Task material:
• • • • •

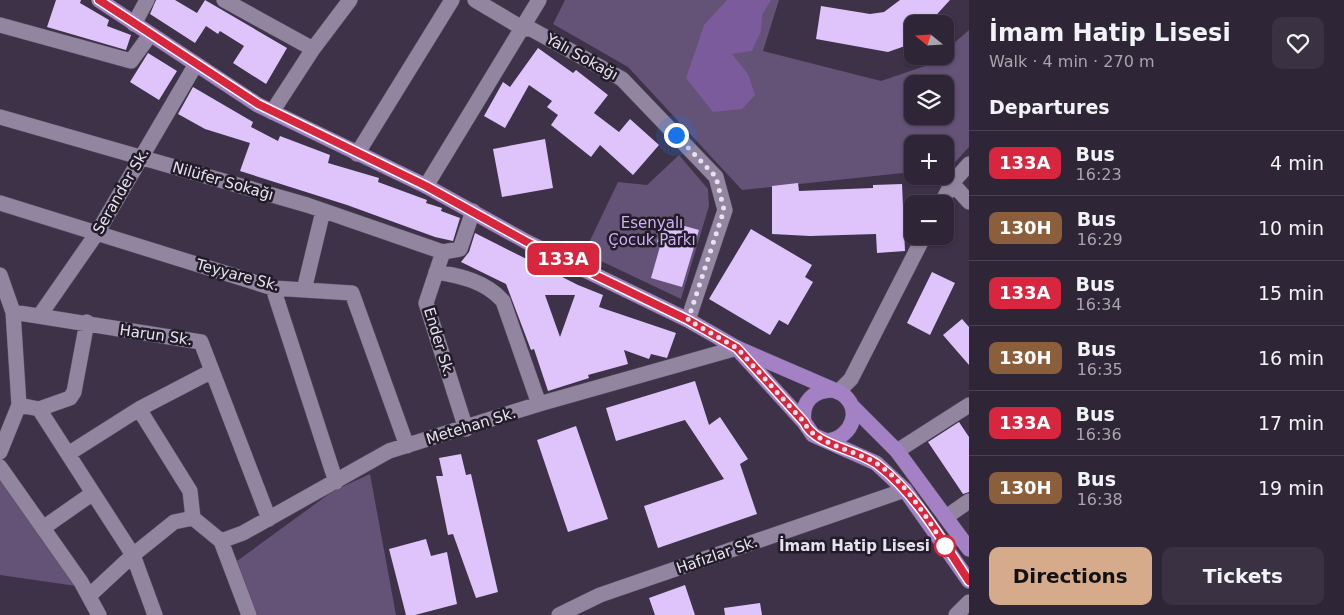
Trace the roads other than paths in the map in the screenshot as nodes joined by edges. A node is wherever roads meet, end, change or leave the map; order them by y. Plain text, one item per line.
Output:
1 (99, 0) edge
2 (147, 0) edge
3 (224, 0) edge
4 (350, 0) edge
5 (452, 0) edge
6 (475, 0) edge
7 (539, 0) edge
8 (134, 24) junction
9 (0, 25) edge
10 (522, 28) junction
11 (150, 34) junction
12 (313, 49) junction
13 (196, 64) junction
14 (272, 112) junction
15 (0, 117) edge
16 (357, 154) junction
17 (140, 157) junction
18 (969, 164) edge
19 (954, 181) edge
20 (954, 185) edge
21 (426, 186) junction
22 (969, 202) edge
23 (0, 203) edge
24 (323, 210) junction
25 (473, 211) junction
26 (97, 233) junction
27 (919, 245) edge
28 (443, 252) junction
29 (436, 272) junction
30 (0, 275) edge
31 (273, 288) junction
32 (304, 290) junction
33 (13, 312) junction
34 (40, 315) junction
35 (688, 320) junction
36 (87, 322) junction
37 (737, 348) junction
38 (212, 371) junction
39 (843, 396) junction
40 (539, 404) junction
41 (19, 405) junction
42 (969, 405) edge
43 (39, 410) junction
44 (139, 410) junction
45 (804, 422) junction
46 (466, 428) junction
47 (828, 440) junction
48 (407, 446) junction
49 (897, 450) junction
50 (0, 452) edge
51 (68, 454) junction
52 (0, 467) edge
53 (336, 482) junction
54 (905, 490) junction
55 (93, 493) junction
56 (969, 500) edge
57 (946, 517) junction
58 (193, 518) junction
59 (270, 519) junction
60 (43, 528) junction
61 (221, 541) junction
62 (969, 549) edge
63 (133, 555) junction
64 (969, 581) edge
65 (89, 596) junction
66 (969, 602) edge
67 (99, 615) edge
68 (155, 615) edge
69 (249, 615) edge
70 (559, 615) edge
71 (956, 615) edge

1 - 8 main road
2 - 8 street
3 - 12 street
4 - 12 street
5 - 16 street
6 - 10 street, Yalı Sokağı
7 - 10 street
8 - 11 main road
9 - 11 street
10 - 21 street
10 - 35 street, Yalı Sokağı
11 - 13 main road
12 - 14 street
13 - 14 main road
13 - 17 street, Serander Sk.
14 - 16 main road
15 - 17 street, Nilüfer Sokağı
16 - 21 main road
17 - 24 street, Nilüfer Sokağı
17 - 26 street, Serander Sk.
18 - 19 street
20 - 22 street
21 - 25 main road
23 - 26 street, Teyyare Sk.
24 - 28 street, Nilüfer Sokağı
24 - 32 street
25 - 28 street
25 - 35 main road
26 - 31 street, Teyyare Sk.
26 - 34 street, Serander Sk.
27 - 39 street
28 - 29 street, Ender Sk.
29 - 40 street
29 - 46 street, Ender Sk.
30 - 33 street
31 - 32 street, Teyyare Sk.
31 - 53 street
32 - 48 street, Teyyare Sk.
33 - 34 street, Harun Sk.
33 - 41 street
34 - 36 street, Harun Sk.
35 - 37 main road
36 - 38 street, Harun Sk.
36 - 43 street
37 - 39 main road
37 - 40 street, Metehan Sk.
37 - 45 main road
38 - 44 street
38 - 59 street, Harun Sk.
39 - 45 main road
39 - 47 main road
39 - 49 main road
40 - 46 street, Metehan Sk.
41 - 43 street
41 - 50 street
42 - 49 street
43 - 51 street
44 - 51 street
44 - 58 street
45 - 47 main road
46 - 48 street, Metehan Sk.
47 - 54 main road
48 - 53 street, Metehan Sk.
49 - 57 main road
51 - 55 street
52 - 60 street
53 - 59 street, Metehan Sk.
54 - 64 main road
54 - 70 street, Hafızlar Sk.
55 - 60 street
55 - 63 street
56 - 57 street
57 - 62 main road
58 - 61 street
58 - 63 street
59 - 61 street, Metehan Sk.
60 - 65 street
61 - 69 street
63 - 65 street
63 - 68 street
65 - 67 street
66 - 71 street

• • • • •

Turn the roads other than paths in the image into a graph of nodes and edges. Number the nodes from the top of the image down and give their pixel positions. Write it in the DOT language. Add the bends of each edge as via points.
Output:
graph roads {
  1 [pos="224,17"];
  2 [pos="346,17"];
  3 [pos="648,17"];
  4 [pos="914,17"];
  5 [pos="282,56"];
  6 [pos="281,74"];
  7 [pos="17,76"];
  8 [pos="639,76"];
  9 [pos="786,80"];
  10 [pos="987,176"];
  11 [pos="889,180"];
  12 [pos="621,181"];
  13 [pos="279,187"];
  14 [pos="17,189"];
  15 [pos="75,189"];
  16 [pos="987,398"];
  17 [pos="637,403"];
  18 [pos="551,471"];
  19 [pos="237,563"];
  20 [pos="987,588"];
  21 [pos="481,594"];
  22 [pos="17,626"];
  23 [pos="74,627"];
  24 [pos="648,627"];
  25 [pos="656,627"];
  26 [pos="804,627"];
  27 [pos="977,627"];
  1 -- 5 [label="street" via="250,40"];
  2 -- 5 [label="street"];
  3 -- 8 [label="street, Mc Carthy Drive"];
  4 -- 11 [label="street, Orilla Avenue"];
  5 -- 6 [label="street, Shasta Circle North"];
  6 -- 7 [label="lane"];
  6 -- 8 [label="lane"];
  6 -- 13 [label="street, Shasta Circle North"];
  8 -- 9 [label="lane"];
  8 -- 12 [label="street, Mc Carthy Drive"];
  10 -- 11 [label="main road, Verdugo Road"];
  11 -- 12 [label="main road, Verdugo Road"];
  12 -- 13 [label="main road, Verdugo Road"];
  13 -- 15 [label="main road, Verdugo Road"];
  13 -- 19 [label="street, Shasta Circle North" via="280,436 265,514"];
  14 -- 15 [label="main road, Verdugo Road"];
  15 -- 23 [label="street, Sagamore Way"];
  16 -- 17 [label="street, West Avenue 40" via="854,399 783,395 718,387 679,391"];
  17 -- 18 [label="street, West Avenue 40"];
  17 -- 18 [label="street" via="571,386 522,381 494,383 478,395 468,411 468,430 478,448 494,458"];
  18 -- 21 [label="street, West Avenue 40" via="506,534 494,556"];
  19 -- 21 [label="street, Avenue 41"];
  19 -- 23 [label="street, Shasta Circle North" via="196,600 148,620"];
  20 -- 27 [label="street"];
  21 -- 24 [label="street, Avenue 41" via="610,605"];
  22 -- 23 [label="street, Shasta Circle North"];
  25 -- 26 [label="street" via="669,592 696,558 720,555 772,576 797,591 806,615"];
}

• • • • •

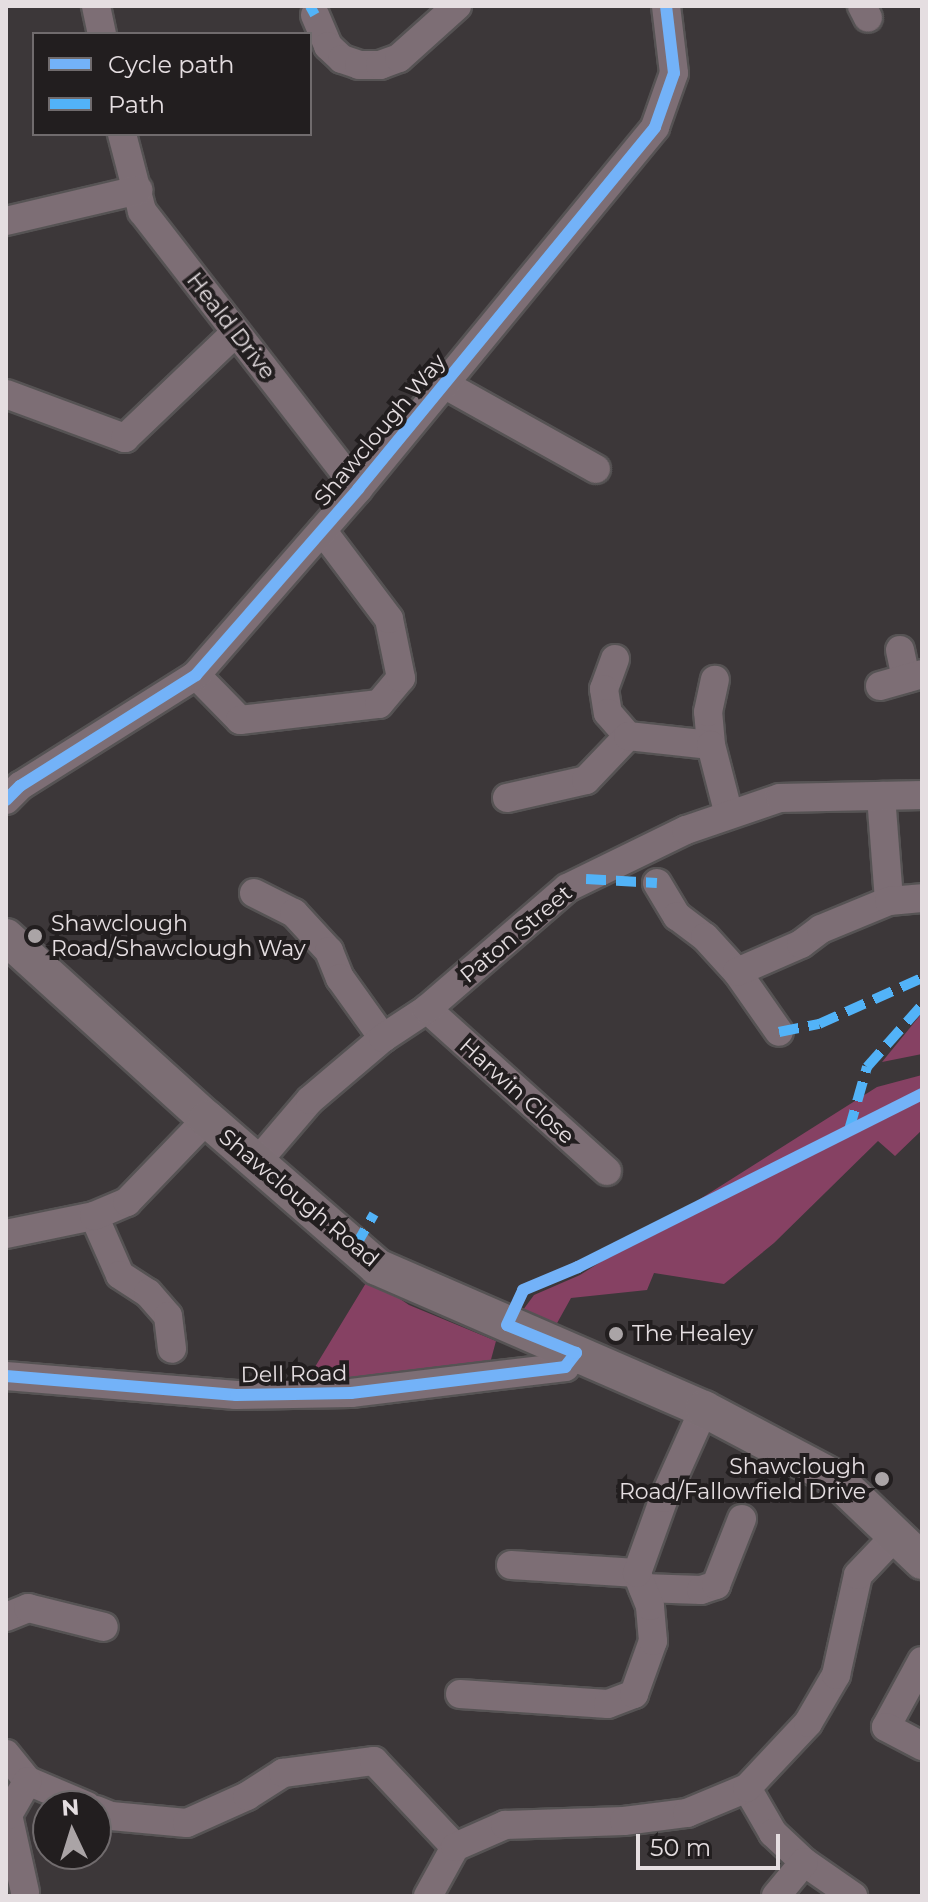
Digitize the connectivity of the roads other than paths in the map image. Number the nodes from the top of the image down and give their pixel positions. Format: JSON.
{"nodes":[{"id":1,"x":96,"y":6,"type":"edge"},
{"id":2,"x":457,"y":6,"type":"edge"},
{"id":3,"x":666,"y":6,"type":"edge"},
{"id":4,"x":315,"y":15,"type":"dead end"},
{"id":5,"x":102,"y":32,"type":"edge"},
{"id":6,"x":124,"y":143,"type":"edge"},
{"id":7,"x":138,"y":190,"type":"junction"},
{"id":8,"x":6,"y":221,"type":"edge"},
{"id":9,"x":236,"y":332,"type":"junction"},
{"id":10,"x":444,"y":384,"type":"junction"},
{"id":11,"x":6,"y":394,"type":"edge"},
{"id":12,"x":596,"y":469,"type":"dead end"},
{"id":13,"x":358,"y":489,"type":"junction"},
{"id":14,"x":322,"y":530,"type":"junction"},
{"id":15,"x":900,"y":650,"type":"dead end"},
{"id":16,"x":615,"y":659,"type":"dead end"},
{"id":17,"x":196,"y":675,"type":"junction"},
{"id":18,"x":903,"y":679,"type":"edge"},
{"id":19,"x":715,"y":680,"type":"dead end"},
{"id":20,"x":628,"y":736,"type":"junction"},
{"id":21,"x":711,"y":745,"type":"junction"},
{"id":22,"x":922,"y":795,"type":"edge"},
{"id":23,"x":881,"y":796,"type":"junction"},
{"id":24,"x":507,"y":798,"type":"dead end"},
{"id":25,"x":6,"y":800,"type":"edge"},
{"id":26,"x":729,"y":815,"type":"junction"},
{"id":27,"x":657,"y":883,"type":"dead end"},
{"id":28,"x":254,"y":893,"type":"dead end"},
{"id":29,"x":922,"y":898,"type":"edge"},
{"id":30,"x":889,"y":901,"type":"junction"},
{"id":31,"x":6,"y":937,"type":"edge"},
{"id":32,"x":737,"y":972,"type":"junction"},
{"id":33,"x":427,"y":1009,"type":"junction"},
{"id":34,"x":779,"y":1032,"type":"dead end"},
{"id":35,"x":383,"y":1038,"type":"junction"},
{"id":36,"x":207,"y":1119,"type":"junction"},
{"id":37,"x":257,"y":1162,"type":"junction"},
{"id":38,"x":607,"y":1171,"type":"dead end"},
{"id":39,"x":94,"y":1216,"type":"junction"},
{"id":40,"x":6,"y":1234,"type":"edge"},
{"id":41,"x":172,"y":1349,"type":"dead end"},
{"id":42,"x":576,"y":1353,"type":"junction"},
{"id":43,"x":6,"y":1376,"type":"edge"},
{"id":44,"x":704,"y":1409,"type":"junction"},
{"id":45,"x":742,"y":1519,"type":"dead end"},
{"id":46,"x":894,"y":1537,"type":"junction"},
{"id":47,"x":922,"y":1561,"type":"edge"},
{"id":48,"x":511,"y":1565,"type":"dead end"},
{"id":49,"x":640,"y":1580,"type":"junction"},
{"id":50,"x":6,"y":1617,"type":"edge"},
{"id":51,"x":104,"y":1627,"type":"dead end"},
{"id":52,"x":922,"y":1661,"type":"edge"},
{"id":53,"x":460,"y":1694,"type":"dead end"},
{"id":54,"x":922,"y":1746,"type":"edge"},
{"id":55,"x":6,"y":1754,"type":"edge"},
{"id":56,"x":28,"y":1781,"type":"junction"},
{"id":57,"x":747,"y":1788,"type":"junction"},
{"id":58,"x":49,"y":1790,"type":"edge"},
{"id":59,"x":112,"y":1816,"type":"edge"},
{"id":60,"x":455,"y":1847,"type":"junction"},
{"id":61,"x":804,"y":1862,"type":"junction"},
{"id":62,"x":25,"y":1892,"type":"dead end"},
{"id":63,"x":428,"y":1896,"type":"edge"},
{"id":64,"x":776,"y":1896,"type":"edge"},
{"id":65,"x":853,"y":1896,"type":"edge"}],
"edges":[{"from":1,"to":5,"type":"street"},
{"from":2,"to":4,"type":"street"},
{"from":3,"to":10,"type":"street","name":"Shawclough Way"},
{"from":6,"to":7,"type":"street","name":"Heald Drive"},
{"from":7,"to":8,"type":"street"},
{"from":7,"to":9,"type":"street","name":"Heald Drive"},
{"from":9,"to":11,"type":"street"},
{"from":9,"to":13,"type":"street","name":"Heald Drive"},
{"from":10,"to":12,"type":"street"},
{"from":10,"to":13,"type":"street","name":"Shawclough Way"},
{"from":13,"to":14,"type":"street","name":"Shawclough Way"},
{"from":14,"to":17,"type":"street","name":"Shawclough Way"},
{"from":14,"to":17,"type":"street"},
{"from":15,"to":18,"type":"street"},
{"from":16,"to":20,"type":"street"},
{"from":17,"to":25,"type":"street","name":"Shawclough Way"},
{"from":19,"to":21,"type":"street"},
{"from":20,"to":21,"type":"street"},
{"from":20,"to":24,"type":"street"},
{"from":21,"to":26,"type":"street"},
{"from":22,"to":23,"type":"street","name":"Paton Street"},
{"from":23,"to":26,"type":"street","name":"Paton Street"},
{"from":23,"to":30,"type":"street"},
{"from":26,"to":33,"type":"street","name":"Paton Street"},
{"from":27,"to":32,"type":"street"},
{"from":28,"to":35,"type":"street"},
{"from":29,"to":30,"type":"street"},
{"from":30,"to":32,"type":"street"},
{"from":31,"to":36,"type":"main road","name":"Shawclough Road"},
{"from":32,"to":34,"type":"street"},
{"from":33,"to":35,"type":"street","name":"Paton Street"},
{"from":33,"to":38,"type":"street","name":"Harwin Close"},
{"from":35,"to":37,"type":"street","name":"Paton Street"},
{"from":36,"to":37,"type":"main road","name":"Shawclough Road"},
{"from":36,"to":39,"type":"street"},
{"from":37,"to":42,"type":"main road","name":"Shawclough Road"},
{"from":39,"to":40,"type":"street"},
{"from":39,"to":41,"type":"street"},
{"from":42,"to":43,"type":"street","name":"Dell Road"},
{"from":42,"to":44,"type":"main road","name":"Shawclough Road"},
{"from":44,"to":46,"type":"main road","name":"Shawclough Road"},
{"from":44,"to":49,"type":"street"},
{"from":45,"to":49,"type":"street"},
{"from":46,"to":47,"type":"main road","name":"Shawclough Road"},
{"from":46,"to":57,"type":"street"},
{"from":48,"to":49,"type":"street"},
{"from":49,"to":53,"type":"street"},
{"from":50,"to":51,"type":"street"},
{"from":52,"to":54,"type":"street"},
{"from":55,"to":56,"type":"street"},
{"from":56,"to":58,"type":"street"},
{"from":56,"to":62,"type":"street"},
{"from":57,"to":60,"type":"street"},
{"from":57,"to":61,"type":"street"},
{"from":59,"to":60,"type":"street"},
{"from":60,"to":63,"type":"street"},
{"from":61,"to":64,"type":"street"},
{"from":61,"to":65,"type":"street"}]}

• • • • •

Exercise details: Read through the entries and copy each line in which "Harun" appears.

Solution below:
33 - 34 street, Harun Sk.
34 - 36 street, Harun Sk.
36 - 38 street, Harun Sk.
38 - 59 street, Harun Sk.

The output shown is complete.